Véritable maître à l’époque grâce aux succès successifs de ses films French Connection (1971), qui réinventait le polar jusque dans son ADN, et L’Exorciste (1973), thriller théologique à la forme documentaire traitant ni plus ni moins du mystère de la foi et qui traîne la réputation d’un des films les plus effrayants de l’histoire du cinéma (rien que ça !), William Friedkin a mis presque trois ans à retourner au travail avec un projet pour le moins fou : réadapter à sa sauce le livre Le Salaire de la peur écrit en 1950 par Georges Arnaud, déjà passé par la case cinéma sous la direction de Henri-Georges Clouzot en 1953. 
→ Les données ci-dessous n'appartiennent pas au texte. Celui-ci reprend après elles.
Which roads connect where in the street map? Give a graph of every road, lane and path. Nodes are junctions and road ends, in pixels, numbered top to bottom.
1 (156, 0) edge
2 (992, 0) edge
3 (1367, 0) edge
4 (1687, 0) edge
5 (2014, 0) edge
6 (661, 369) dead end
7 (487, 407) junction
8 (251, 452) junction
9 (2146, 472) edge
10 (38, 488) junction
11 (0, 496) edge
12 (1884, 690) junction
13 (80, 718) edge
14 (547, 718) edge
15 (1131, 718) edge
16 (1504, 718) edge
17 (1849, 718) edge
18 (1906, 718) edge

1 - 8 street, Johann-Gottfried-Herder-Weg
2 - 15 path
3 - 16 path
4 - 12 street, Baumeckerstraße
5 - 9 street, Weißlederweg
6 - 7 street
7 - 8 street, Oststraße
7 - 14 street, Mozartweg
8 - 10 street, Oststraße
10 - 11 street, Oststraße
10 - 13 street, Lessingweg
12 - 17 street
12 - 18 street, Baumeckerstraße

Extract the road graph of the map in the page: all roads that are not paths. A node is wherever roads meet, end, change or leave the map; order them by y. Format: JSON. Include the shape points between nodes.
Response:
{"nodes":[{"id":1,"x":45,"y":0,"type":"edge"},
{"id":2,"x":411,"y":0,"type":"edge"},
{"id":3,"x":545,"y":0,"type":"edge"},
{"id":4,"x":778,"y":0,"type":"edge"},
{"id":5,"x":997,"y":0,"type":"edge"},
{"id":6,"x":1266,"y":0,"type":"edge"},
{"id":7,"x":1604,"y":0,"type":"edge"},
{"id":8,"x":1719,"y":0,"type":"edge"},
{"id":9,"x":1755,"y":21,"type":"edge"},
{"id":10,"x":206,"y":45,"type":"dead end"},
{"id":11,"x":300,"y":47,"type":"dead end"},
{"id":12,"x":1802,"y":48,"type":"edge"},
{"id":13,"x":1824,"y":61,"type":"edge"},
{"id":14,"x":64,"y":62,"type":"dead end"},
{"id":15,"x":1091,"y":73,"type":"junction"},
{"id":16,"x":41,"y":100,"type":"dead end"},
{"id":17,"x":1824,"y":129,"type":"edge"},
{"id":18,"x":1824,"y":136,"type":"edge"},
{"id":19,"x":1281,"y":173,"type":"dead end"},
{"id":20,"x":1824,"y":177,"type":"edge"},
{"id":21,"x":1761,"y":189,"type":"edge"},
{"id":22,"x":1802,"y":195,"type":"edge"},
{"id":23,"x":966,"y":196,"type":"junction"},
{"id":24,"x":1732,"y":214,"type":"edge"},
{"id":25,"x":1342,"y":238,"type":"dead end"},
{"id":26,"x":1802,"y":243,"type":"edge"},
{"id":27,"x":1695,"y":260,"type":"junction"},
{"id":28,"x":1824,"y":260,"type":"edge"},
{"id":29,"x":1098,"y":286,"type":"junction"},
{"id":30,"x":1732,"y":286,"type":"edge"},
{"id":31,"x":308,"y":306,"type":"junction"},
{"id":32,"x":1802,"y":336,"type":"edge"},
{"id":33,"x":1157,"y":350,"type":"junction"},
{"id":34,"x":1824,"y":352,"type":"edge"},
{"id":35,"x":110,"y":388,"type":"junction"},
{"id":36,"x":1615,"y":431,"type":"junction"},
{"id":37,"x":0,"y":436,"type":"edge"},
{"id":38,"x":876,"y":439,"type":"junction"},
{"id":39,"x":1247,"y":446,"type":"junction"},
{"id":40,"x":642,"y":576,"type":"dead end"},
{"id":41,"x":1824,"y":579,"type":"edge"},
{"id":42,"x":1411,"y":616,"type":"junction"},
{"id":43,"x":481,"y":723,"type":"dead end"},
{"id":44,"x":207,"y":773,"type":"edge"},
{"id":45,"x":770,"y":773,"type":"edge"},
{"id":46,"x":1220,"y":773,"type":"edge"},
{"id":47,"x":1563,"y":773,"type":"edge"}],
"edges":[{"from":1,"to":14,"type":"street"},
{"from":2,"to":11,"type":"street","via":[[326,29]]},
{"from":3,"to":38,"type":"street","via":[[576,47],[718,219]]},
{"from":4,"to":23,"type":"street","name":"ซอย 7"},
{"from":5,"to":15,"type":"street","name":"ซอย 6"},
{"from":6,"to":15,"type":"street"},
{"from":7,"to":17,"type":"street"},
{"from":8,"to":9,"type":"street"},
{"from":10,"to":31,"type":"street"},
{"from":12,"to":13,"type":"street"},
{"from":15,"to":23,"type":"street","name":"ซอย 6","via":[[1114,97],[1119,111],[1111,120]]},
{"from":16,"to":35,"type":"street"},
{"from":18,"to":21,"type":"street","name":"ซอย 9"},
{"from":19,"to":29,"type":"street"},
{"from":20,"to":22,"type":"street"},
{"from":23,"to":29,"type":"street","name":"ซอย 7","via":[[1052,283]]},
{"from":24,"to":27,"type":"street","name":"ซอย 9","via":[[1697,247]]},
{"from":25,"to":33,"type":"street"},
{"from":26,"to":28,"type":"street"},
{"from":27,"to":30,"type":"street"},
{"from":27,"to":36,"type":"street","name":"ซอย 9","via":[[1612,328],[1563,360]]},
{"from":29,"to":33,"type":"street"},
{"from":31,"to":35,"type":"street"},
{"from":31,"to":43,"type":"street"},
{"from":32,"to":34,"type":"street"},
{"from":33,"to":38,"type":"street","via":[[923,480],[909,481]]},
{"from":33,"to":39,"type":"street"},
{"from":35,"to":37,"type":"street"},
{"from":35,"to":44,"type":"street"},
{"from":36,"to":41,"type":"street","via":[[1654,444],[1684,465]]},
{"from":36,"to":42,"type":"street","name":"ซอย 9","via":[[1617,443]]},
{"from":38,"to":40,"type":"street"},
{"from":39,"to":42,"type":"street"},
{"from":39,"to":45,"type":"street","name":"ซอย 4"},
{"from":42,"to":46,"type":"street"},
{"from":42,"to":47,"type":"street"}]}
Le film nous propose l’histoire de quatre étrangers, Scanlon (chauffeur pour un gang), Manzon (un agent de change français), Nilo (tueur à gages pas très net) et Kassem (terroriste palestinien), tous de nationalités différentes qui vont se retrouver en plein milieu de la jungle, fuyant chacun leur pays pour des raisons diverses : de la fraude bancaire à un attentat dans la ville de Jérusalem en passant par le casse d’une église, choisissez votre méfait préféré. Ces gaillards, que tout oppose, vont devoir s’unir afin de transporter à travers la jungle des caisses de nitroglycérine dans le but de stopper l’incendie d’un puits de pétrole, symbolisant pour eux la seule porte de sortie de cet enfer. Bon ça vend du rêve et ça avait tout d’un succès énorme à la vue des deux films précédents du gaillard, mais l’Histoire en a décidé autrement. Sorti un mois après Star Wars (George Lucas, 1977), le film fait un bide comme on en a rarement vu dans l’histoire du cinéma, et ce malgré ces innombrables qualités qui en font un chef-d’œuvre.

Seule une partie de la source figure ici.